YOUR ASSIGNMENT | Note each line of the entries that includes "Vista". Then copy those lines.

Dataset entries |
__________

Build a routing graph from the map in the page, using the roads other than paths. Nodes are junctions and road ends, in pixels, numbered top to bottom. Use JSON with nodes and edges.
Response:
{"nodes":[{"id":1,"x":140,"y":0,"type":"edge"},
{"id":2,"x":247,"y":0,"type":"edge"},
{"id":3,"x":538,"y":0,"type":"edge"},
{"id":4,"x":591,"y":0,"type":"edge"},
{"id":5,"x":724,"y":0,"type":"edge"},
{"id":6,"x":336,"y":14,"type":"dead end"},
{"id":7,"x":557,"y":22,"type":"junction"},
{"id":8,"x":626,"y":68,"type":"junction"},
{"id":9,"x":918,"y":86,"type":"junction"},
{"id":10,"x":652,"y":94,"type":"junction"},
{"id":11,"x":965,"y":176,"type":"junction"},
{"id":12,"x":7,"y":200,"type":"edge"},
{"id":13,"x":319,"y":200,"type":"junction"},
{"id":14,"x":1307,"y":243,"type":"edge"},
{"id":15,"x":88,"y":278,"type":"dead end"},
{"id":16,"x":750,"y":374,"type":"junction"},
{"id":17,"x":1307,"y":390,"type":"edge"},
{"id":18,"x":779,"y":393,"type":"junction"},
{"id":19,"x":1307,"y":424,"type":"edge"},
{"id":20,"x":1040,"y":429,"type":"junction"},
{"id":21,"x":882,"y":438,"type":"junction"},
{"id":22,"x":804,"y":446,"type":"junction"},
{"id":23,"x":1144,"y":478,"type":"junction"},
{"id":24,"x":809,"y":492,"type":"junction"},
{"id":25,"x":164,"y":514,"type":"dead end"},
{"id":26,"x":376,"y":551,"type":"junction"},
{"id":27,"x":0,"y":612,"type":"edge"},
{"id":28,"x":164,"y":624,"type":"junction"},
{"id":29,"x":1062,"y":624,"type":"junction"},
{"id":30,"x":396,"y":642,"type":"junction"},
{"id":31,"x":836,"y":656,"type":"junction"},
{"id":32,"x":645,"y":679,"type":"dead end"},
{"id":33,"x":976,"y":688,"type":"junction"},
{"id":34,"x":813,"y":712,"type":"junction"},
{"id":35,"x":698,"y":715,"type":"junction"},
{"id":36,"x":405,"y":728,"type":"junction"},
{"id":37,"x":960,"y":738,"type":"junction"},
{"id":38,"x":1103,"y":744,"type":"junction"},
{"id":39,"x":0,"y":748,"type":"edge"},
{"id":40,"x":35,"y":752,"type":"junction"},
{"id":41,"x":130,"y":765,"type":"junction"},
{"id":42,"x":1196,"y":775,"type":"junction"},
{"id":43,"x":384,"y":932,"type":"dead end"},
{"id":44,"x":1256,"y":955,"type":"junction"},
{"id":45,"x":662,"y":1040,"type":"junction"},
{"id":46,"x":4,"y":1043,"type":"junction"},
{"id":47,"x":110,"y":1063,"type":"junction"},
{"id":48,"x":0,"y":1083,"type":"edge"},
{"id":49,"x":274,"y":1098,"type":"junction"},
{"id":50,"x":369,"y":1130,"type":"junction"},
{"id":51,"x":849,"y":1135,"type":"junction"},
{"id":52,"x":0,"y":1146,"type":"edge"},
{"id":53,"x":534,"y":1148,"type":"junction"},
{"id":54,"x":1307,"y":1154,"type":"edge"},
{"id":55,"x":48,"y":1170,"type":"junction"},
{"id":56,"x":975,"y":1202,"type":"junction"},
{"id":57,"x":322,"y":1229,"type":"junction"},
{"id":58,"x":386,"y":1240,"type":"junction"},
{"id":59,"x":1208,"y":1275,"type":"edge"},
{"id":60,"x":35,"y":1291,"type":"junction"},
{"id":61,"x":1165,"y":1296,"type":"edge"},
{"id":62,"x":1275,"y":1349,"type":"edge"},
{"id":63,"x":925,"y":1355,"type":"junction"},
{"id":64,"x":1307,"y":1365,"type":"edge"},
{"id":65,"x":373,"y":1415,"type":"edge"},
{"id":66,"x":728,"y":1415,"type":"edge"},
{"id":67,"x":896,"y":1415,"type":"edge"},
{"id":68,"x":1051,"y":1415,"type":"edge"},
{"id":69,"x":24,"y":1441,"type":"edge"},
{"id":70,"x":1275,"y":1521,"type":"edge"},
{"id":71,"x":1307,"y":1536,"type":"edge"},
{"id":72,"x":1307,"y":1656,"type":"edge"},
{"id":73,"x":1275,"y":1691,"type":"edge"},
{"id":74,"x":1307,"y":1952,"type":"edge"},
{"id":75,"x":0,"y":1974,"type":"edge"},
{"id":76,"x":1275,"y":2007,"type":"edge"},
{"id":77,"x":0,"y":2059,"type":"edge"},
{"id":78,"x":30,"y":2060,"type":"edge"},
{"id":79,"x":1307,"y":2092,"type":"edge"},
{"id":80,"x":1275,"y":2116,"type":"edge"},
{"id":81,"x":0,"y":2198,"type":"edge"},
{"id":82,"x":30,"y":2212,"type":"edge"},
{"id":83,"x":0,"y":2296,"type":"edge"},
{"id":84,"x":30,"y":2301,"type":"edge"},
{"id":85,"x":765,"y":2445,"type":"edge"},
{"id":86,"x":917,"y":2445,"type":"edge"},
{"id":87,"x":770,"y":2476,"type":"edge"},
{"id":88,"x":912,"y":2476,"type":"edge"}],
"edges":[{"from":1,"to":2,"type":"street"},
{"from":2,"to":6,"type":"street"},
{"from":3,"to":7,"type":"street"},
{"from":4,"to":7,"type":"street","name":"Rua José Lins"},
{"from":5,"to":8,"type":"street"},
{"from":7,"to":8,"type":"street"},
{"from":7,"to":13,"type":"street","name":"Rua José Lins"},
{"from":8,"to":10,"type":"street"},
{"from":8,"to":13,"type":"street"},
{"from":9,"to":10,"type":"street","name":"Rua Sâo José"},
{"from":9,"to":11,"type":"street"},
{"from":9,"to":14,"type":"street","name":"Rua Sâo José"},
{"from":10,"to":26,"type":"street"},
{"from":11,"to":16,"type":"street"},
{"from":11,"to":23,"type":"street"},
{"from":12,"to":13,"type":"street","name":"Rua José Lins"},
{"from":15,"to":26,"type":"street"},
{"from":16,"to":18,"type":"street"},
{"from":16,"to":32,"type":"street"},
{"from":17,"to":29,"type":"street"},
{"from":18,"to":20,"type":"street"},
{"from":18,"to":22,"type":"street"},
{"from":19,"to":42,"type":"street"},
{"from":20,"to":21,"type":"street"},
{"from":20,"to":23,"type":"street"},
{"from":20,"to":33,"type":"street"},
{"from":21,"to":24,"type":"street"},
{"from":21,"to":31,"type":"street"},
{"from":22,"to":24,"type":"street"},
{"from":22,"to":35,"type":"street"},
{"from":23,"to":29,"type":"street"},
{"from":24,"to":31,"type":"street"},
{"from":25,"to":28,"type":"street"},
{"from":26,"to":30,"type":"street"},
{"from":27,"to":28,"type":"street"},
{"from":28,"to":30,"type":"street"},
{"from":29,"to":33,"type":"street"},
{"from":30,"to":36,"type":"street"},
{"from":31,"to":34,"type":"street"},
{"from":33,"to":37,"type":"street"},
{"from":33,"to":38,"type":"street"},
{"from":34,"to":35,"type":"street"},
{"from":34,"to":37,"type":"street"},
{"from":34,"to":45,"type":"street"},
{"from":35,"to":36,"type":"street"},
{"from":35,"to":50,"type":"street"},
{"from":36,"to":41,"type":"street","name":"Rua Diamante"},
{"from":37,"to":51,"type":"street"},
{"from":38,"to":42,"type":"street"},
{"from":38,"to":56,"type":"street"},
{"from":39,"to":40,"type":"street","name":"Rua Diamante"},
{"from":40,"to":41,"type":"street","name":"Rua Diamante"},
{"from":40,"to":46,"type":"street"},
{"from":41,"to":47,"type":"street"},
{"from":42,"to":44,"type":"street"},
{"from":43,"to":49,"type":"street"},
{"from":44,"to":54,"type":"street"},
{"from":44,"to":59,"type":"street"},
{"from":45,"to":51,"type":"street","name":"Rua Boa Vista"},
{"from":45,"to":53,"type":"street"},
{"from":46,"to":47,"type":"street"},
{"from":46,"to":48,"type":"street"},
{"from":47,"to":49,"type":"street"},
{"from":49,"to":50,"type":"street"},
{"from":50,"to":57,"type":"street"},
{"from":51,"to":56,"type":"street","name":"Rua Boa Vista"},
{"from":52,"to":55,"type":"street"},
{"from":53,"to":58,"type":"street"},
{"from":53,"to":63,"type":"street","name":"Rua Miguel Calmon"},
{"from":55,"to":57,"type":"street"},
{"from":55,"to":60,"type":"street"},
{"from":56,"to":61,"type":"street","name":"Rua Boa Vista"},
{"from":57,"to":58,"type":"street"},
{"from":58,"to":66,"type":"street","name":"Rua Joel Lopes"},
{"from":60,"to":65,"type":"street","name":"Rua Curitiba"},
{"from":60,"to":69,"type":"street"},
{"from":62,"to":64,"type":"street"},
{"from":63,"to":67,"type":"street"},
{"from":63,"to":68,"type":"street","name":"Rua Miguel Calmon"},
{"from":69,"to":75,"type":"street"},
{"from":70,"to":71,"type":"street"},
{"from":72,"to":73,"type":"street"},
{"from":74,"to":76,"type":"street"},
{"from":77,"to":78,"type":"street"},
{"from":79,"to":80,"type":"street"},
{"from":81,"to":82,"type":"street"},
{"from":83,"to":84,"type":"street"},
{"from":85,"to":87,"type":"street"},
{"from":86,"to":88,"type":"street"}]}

__________

RESPONSE BELOW |
{"from":45,"to":51,"type":"street","name":"Rua Boa Vista"},
{"from":51,"to":56,"type":"street","name":"Rua Boa Vista"},
{"from":56,"to":61,"type":"street","name":"Rua Boa Vista"},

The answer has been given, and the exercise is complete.